Kindness Goes Unpunished. Craig Johnson.*
This is the third book in the Walt Longmire mystery series and I like it because it has very wide margins and nearly double-spaced lines with font that's not quite large enough for visually impaired eyeballs, but large enough to enjoy as you're falling asleep. Interesting characters. Poetic descriptions that don't get too flowery. A dog.
Another Man's Moccasins. Craig Johnson.*
This is the fourth book in the Walt Longmire mystery series and I didn't like it as much as the others. There were flashbacks and the flashbacks didn't quite ring true (to Vietnam. Spare me.) and very little annoys me in books or movies or television series as flashbacks. I don't know when this started to irritate me so much, but my tolerance for flashbacks has gotten ridiculously low this year.
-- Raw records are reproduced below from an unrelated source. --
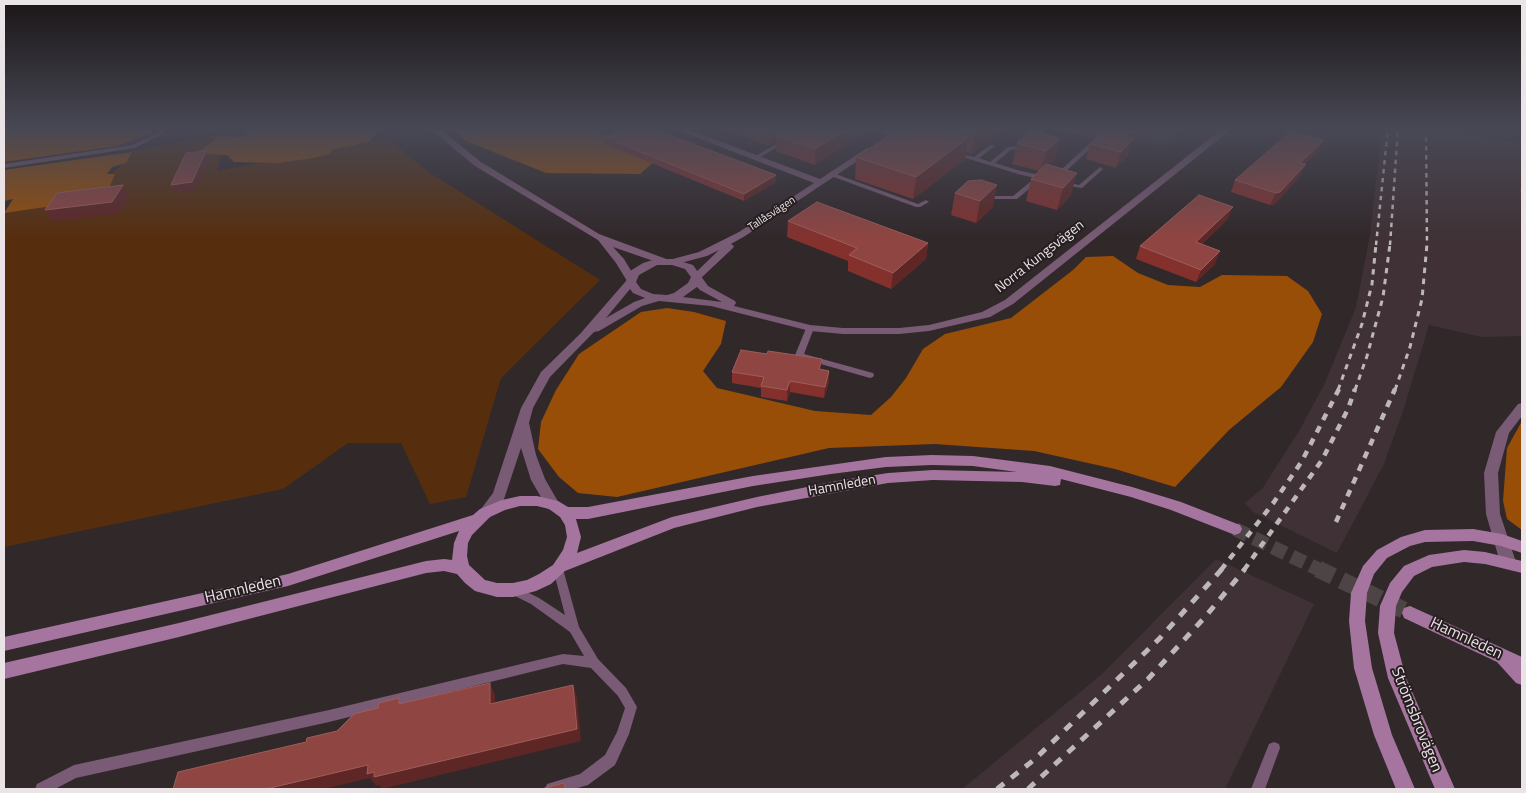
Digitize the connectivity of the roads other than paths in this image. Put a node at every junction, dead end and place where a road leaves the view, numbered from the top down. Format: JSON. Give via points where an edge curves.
{"nodes":[{"id":1,"x":480,"y":165,"type":"edge"},
{"id":2,"x":774,"y":165,"type":"edge"},
{"id":3,"x":846,"y":165,"type":"edge"},
{"id":4,"x":995,"y":165,"type":"edge"},
{"id":5,"x":1069,"y":165,"type":"edge"},
{"id":6,"x":1182,"y":165,"type":"edge"},
{"id":7,"x":1100,"y":169,"type":"dead end"},
{"id":8,"x":832,"y":174,"type":"junction"},
{"id":9,"x":1039,"y":177,"type":"junction"},
{"id":10,"x":821,"y":182,"type":"junction"},
{"id":11,"x":976,"y":198,"type":"edge"},
{"id":12,"x":926,"y":202,"type":"dead end"},
{"id":13,"x":742,"y":234,"type":"junction"},
{"id":14,"x":596,"y":236,"type":"junction"},
{"id":15,"x":669,"y":262,"type":"junction"},
{"id":16,"x":696,"y":278,"type":"junction"},
{"id":17,"x":631,"y":280,"type":"junction"},
{"id":18,"x":663,"y":298,"type":"junction"},
{"id":19,"x":752,"y":312,"type":"junction"},
{"id":20,"x":810,"y":328,"type":"junction"},
{"id":21,"x":584,"y":336,"type":"junction"},
{"id":22,"x":870,"y":374,"type":"dead end"},
{"id":23,"x":1522,"y":407,"type":"edge"},
{"id":24,"x":522,"y":423,"type":"junction"},
{"id":25,"x":1132,"y":492,"type":"junction"},
{"id":26,"x":559,"y":509,"type":"junction"},
{"id":27,"x":481,"y":517,"type":"junction"},
{"id":28,"x":1235,"y":529,"type":"tunnel mouth"},
{"id":29,"x":1502,"y":540,"type":"junction"},
{"id":30,"x":1522,"y":547,"type":"edge"},
{"id":31,"x":1515,"y":564,"type":"edge"},
{"id":32,"x":560,"y":567,"type":"junction"},
{"id":33,"x":462,"y":568,"type":"junction"},
{"id":34,"x":513,"y":590,"type":"junction"},
{"id":35,"x":1410,"y":613,"type":"tunnel mouth"},
{"id":36,"x":574,"y":628,"type":"junction"},
{"id":37,"x":4,"y":644,"type":"edge"},
{"id":38,"x":1498,"y":654,"type":"junction"},
{"id":39,"x":594,"y":663,"type":"junction"},
{"id":40,"x":1522,"y":665,"type":"edge"},
{"id":41,"x":4,"y":671,"type":"edge"},
{"id":42,"x":1522,"y":677,"type":"edge"},
{"id":43,"x":1274,"y":748,"type":"dead end"},
{"id":44,"x":42,"y":789,"type":"edge"},
{"id":45,"x":552,"y":789,"type":"edge"},
{"id":46,"x":1258,"y":789,"type":"edge"},
{"id":47,"x":1405,"y":789,"type":"edge"},
{"id":48,"x":1445,"y":789,"type":"edge"}],
"edges":[{"from":1,"to":14,"type":"street"},
{"from":2,"to":10,"type":"street"},
{"from":3,"to":8,"type":"street","name":"Tallåsvägen"},
{"from":4,"to":9,"type":"lane"},
{"from":5,"to":9,"type":"lane","via":[[1062,171]]},
{"from":6,"to":20,"type":"street","name":"Norra Kungsvägen","via":[[1009,302],[986,314],[929,328],[899,331]]},
{"from":7,"to":9,"type":"lane","via":[[1080,187]]},
{"from":8,"to":10,"type":"street","name":"Tallåsvägen"},
{"from":8,"to":12,"type":"lane","via":[[918,206]]},
{"from":9,"to":11,"type":"lane","via":[[1015,198]]},
{"from":10,"to":13,"type":"street","name":"Tallåsvägen"},
{"from":13,"to":15,"type":"street","name":"Tallåsvägen","via":[[703,254]]},
{"from":13,"to":16,"type":"street","name":"Tallåsvägen"},
{"from":14,"to":15,"type":"street"},
{"from":14,"to":17,"type":"street","via":[[612,251]]},
{"from":15,"to":16,"type":"street","via":[[688,267]]},
{"from":15,"to":17,"type":"street","name":"Tallåsvägen","via":[[647,265],[634,273]]},
{"from":16,"to":18,"type":"street","name":"Tallåsvägen","via":[[687,291]]},
{"from":16,"to":19,"type":"street","name":"Norra Kungsvägen","via":[[718,297]]},
{"from":17,"to":18,"type":"street","via":[[636,291],[643,295]]},
{"from":17,"to":21,"type":"street","name":"Tallåsvägen"},
{"from":18,"to":19,"type":"street","name":"Norra Kungsvägen","via":[[711,303]]},
{"from":18,"to":21,"type":"street","name":"Tallåsvägen","via":[[638,304]]},
{"from":19,"to":20,"type":"street","name":"Norra Kungsvägen"},
{"from":20,"to":22,"type":"lane","via":[[799,355]]},
{"from":21,"to":24,"type":"street","name":"Tallåsvägen","via":[[545,375]]},
{"from":23,"to":29,"type":"street","name":"Strömsbrovägen","via":[[1503,432],[1491,473],[1494,514]]},
{"from":24,"to":26,"type":"street","via":[[538,480]]},
{"from":24,"to":27,"type":"street","name":"Tallåsvägen","via":[[498,495]]},
{"from":25,"to":26,"type":"main road","name":"Hamnleden","via":[[1022,466],[914,460],[754,481],[588,513]]},
{"from":25,"to":28,"type":"main road","name":"Hamnleden"},
{"from":25,"to":32,"type":"main road","name":"Hamnleden","via":[[1022,477],[942,474],[888,478],[766,500],[672,523]]},
{"from":26,"to":27,"type":"main road","via":[[537,501],[520,501],[502,505]]},
{"from":26,"to":32,"type":"main road","via":[[572,524],[574,537],[570,552]]},
{"from":27,"to":33,"type":"main road","via":[[467,531],[461,544]]},
{"from":27,"to":37,"type":"main road","name":"Hamnleden","via":[[288,580]]},
{"from":29,"to":30,"type":"main road"},
{"from":29,"to":31,"type":"street","name":"Strömsbrovägen"},
{"from":29,"to":47,"type":"main road","via":[[1450,534],[1406,541],[1382,554],[1368,571],[1359,593],[1357,621],[1363,668],[1383,735]]},
{"from":31,"to":48,"type":"main road","name":"Strömsbrovägen","via":[[1464,556],[1429,561],[1409,571],[1388,606],[1386,633],[1397,678]]},
{"from":32,"to":34,"type":"main road","via":[[538,582]]},
{"from":32,"to":36,"type":"lane"},
{"from":33,"to":34,"type":"main road","via":[[481,586]]},
{"from":33,"to":41,"type":"main road","name":"Hamnleden","via":[[426,567]]},
{"from":34,"to":36,"type":"lane"},
{"from":35,"to":38,"type":"main road","name":"Hamnleden"},
{"from":36,"to":39,"type":"lane"},
{"from":38,"to":40,"type":"main road","name":"Hamnleden"},
{"from":38,"to":42,"type":"main road"},
{"from":39,"to":44,"type":"lane","via":[[564,659],[329,716],[74,772]]},
{"from":39,"to":45,"type":"lane","via":[[622,692],[631,707],[623,734],[610,760],[583,780]]},
{"from":43,"to":46,"type":"lane"}]}
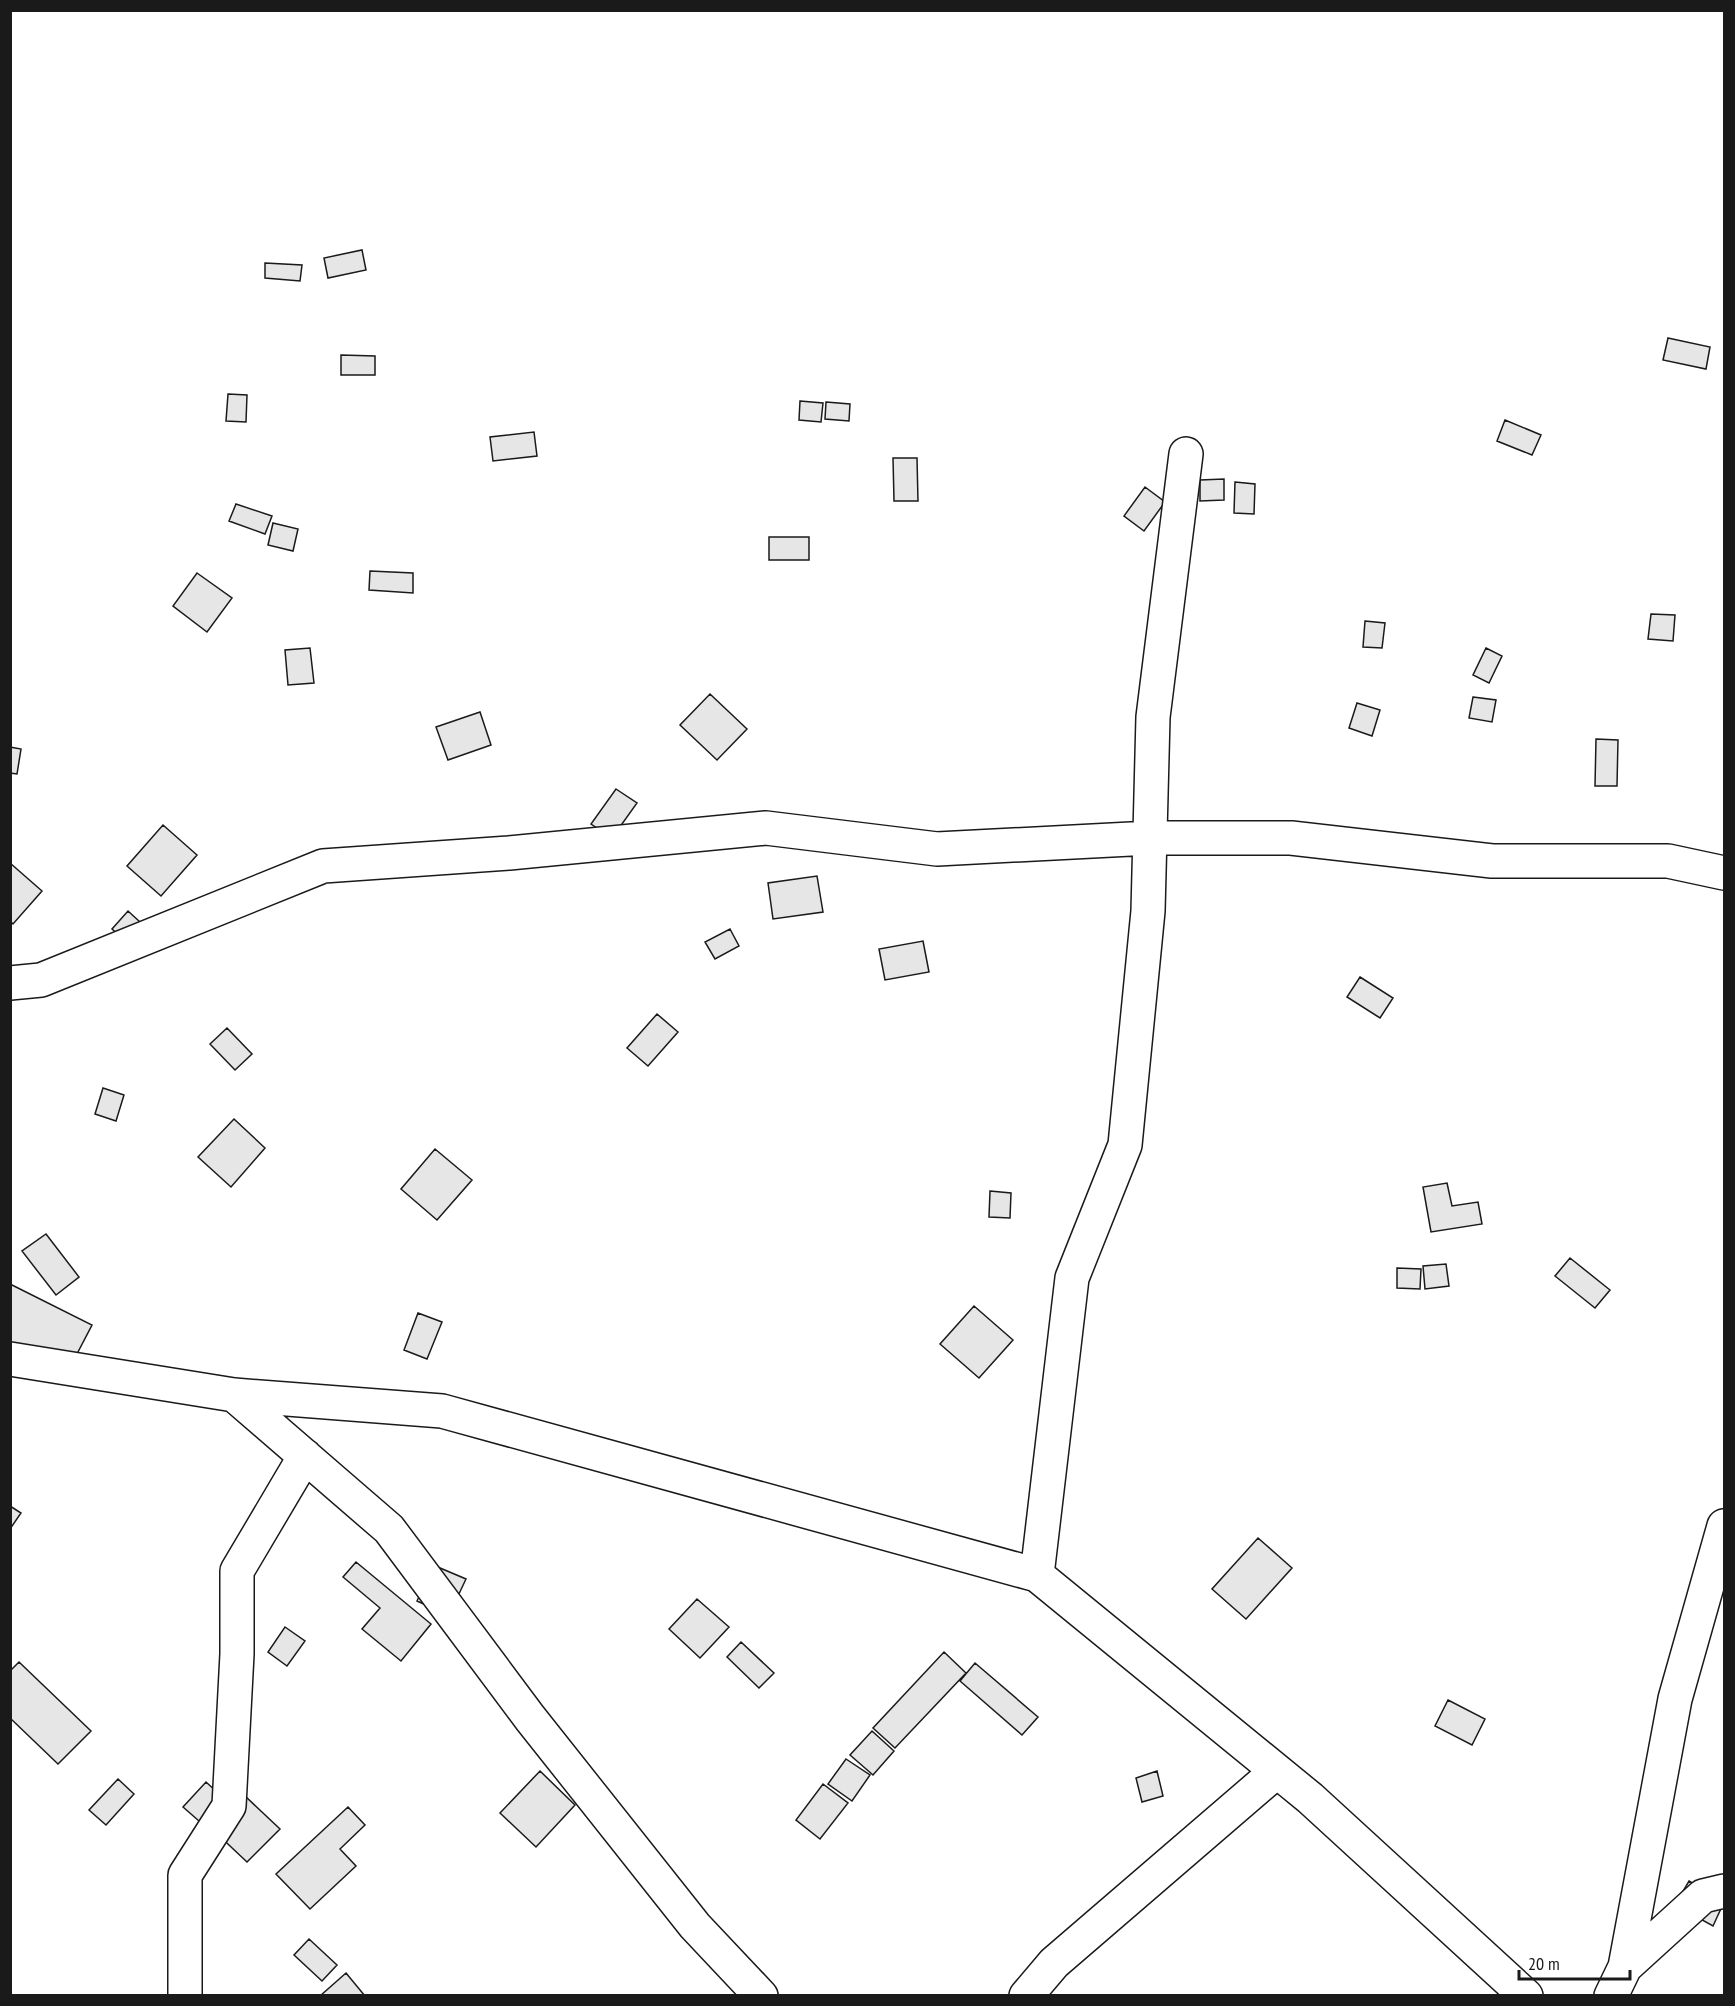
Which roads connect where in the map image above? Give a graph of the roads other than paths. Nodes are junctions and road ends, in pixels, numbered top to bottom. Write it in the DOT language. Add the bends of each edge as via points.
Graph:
graph roads {
  1 [pos="1186,454"];
  2 [pos="1150,838"];
  3 [pos="1725,873"];
  4 [pos="10,983"];
  5 [pos="10,1359"];
  6 [pos="234,1395"];
  7 [pos="305,1456"];
  8 [pos="1725,1526"];
  9 [pos="1037,1575"];
  10 [pos="1277,1771"];
  11 [pos="1725,1891"];
  12 [pos="1618,1981"];
  13 [pos="185,1995"];
  14 [pos="761,1995"];
  15 [pos="1026,1995"];
  16 [pos="1526,1995"];
  1 -- 2 [label="street" via="1153,717"];
  2 -- 3 [label="street" via="1291,838 1492,861 1668,861"];
  2 -- 4 [label="street" via="937,849 766,828 509,854 323,866 40,980"];
  2 -- 9 [label="street" via="1148,911 1125,1145 1072,1278"];
  5 -- 6 [label="street"];
  6 -- 7 [label="street"];
  6 -- 9 [label="street" via="442,1411"];
  7 -- 13 [label="street" via="237,1571 229,1806 185,1875"];
  7 -- 14 [label="street" via="389,1529 530,1718 695,1926"];
  8 -- 12 [label="street" via="1675,1699"];
  9 -- 10 [label="street"];
  10 -- 15 [label="street" via="1054,1963"];
  10 -- 16 [label="street"];
  11 -- 12 [label="street" via="1703,1896"];
}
Homeward Bound: Why More Women are Embracing the New Domesticity. Emily Matcher.*
This was incredibly fascinating, and left me with even more questions. Toward the end, I started flinging around Post-It notes. I need to return this book to the library on Saturday (it's still a fourteen-day checkout, so I don't think I can renew it), so I'm going to try to at least type out the quotes and points I found most interesting because at some point in the near future I'm going to hammer out a bunch of thoughts and opinions and feelings about this book and this shift that's happening. Or at least these stories about this shift that I keep seeing everywhere. And how it's not always that positive. As a fairly DIY, crafty, bloggy person, I surprised at how I was really into some of Matcher's criticisms of domesticity as this super feminine, super wonderful thing. Oh look, here's a paragraph already.
As always, library books are marked with asterisks.
Currently reading:
Dark Horse. Craig Johnson.* More flashbacks. But just to a period of time a few weeks before the 'main' story takes place. Still. For Pete's sakes.
Broke is Beautiful: Living and Loving the Cash-Strapped Life. Laura Lee. I'm a whole two pages in, so we'll see.